In courses at Lower Merion where politics are central to the curriculum, limiting an educator’s ability to “get political” in class is also limiting their ability to teach, provoke thoughts, and encourage political discourse. There are ways in which teachers can share their own political beliefs without “pushing an agenda,” and it is through these methods that the most enriching classroom discussions take place. By disconnecting people who advocate for policies from the policies themselves, you are eliminating what would most sway the opinion of students, and leaving them to think critically about their own views, and how they want to start forming their opinions. You discuss the ideas and the policies first, and only then should you connect those ideas to politicians. 

That being said, political beliefs can be shared in a classroom as long as they are always being discussed. A discussion of this nature would require there be logic, reason, and an opportunity for students to refute or respond to points being made by the teacher, or other students. This is what fosters the kind of environment that allows students to explore their own beliefs as well as the beliefs of others. The ability to have fact based and relevant discussion of politics in a course in which it is fitting to do so, falls hand in hand with an educator’s ability to freely talk about political issues without having to fear pushback from administration or parents. That being said, there is a fine line between discussion and lecture, and this is where it is important to make sure teachers don’t fall short. If the said “discussion” fails to include the opportunity for retort, it is no longer a discussion but rather a politically biased lecture, which is simply not a beneficial way for students to digest the political opinions of their teacher. 
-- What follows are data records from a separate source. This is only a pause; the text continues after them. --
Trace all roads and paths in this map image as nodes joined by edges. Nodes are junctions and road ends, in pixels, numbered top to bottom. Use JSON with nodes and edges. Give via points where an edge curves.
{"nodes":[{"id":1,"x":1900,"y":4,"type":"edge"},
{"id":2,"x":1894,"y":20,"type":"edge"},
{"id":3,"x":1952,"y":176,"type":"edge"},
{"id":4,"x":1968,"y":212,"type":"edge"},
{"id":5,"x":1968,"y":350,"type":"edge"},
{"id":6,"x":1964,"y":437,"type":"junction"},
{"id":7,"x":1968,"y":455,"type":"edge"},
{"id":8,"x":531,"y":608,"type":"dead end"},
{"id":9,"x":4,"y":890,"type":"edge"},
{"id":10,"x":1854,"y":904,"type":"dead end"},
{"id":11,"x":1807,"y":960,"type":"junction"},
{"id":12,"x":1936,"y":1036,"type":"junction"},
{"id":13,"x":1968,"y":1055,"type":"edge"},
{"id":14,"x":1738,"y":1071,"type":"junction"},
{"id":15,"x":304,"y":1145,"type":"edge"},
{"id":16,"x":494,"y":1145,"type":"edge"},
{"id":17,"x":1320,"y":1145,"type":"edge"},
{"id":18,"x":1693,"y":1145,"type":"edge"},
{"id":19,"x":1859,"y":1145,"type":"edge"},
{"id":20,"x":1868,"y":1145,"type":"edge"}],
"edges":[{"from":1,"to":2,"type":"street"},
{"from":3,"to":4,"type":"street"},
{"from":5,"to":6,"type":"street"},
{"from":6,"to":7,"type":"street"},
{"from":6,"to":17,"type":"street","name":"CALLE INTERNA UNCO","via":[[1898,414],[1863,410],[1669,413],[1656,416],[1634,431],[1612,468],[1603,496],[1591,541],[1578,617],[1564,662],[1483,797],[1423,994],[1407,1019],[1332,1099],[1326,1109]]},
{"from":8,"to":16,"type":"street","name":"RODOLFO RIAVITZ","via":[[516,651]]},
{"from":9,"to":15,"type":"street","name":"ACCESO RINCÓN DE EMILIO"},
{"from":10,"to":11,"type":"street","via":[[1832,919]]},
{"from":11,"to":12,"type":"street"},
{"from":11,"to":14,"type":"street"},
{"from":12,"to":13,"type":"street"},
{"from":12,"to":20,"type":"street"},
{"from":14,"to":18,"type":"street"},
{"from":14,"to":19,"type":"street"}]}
By not allowing the educators in our school district, as well as districts around the country to openly discuss their political opinions, we are closing the door to conversations that need to be had. We are allowing teachers to avoid talking about subjects they deem as “uncomfortable” or “controversial” because just as almost everything else, it has been politicized. Through intellectual and respectful debate in the classroom, students can learn to interact with those who possess ideas that differ from their own, as well as grow their ability to participate in political discourse.